Give the number of lines in the material below where the word "above" shows up, without anything else.

+--

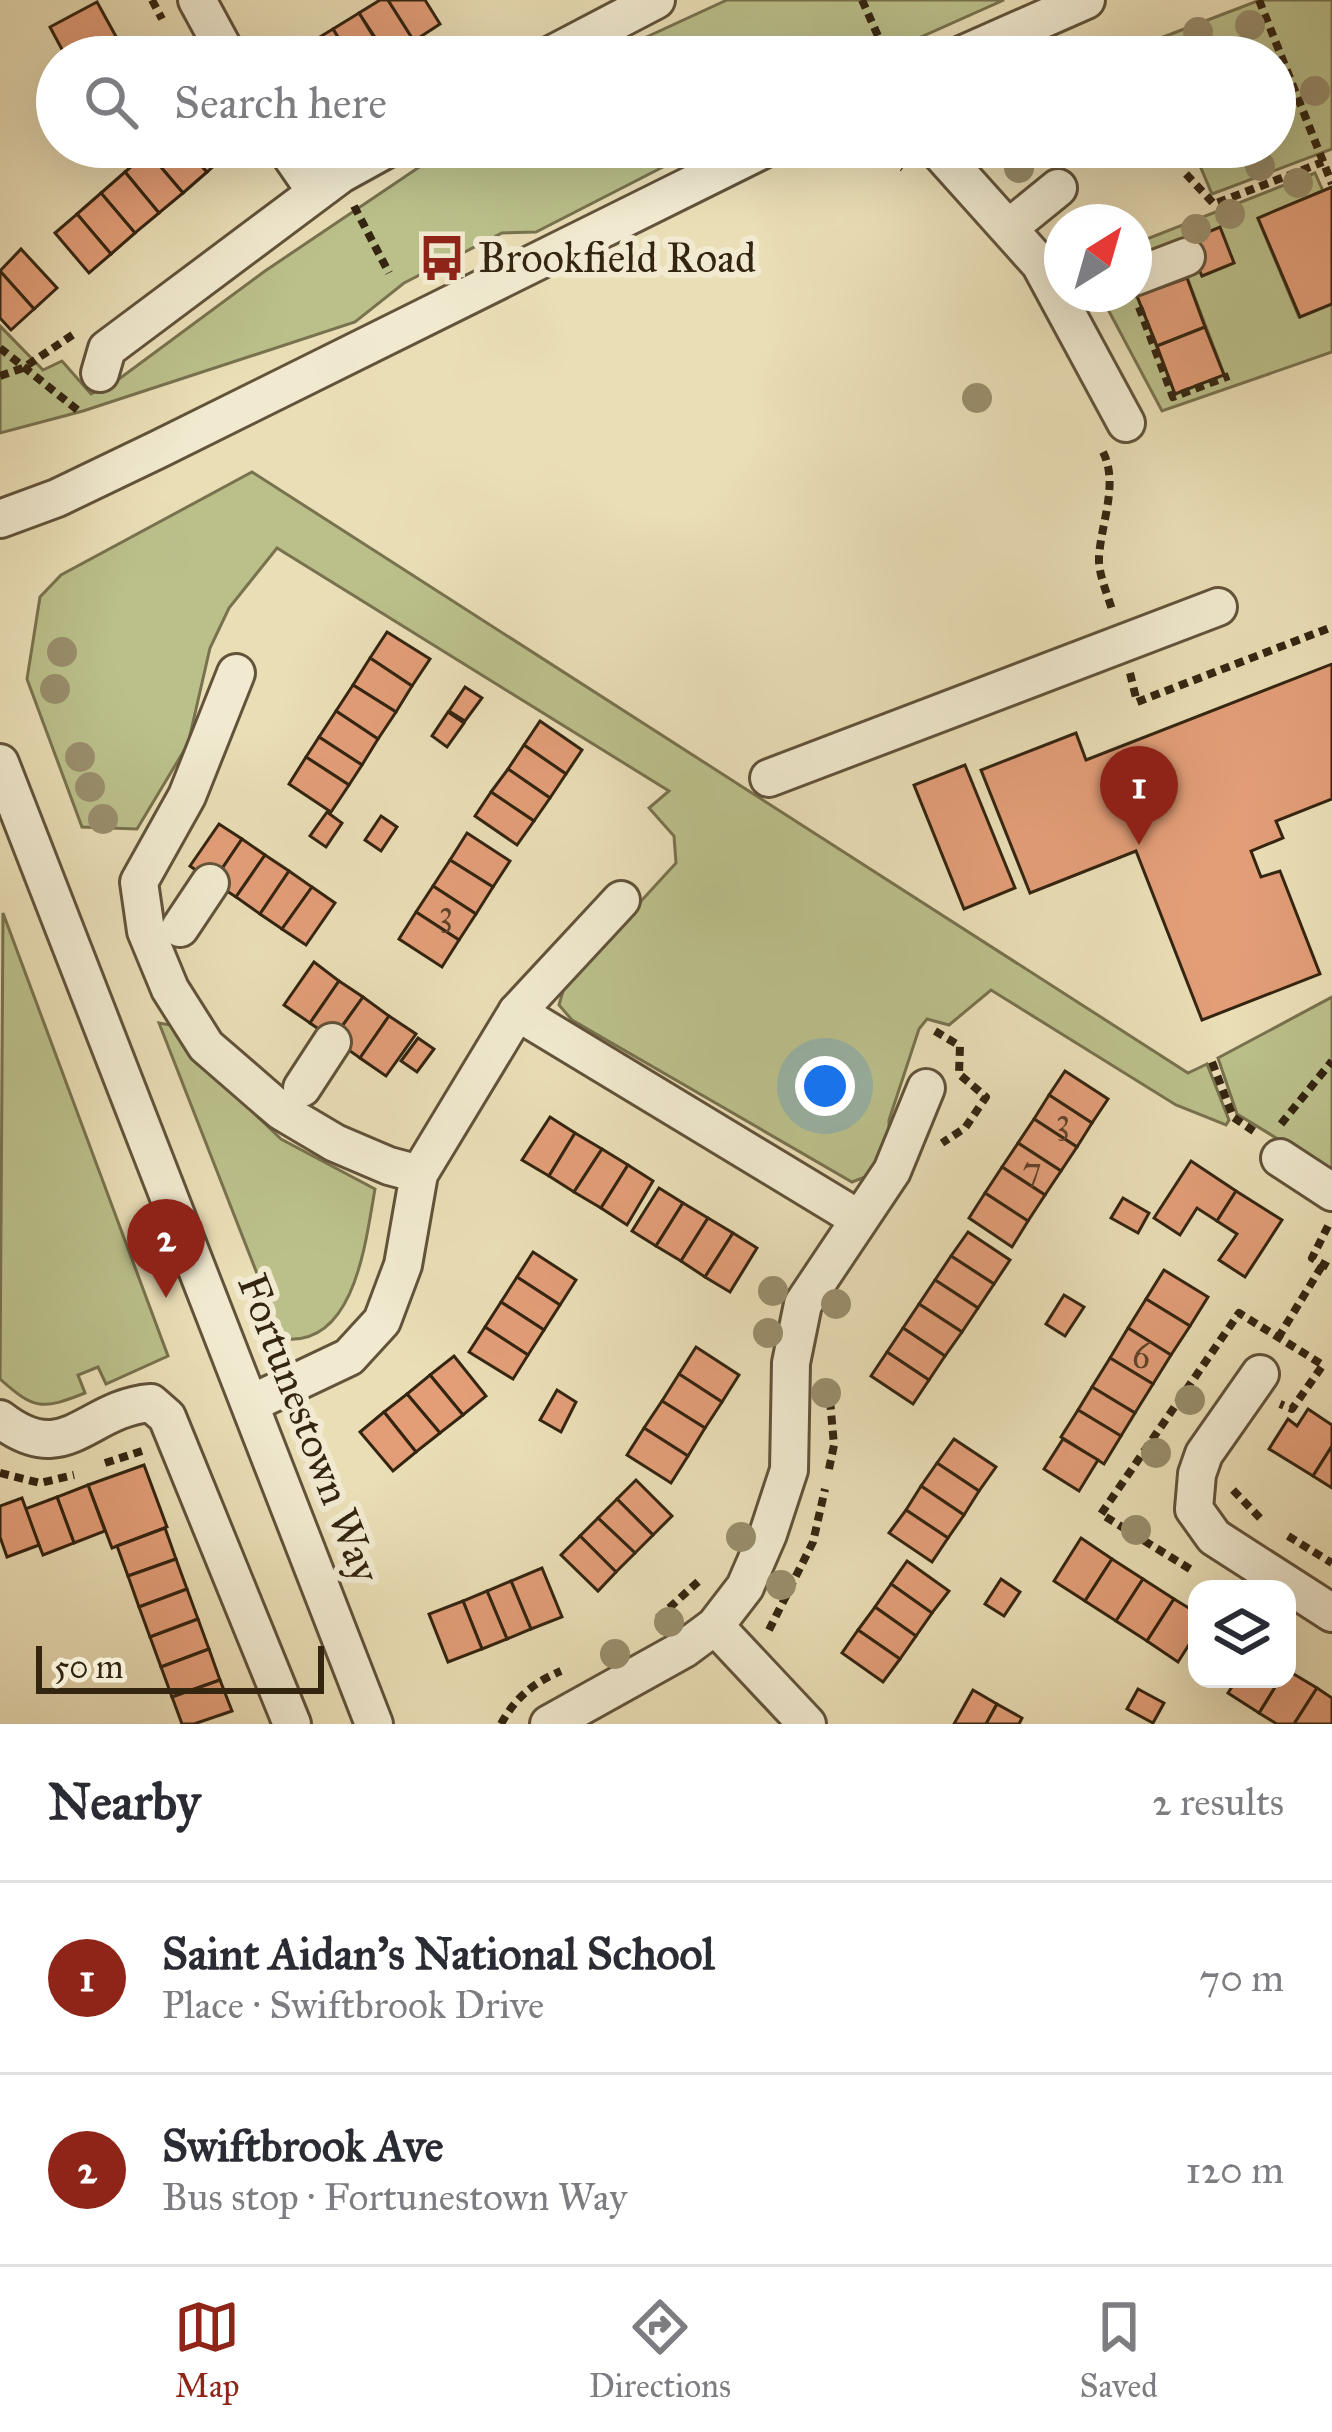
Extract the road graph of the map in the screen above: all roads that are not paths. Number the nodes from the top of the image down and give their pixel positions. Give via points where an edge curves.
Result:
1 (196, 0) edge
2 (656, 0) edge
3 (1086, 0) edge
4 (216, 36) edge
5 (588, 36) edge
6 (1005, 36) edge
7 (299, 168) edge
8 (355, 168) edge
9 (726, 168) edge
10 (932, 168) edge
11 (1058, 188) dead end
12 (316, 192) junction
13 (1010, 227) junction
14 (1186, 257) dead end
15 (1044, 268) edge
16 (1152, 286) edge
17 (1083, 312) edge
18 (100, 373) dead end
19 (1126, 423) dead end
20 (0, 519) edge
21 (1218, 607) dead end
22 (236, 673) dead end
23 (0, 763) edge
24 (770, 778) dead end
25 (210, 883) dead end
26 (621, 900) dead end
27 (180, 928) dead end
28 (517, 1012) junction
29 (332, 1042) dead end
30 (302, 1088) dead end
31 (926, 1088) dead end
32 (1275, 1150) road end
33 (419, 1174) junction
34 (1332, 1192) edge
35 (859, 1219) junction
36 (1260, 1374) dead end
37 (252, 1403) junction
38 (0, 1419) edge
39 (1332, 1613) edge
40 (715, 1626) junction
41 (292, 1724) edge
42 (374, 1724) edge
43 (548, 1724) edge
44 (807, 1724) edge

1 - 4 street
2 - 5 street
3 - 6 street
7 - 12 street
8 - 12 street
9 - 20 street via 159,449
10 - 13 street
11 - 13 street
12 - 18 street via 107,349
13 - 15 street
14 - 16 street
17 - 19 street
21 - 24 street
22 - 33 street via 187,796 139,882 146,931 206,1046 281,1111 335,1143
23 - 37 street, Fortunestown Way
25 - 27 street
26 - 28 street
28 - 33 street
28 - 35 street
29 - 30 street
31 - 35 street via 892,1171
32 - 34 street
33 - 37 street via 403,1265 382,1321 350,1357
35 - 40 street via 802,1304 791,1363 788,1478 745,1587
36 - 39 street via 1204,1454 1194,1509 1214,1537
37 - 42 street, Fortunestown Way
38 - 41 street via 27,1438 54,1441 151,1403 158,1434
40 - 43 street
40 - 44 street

+--

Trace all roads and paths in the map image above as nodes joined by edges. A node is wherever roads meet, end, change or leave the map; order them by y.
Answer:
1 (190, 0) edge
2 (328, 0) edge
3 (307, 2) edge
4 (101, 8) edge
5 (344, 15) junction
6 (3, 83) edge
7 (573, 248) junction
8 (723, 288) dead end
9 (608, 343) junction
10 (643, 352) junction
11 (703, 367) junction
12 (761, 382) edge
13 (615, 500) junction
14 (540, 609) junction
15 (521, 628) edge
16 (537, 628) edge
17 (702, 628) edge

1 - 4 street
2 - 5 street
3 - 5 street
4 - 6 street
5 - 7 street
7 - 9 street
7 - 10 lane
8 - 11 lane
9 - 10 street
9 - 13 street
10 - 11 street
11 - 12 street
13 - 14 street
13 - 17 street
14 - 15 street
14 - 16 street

+--

[Written answer]
2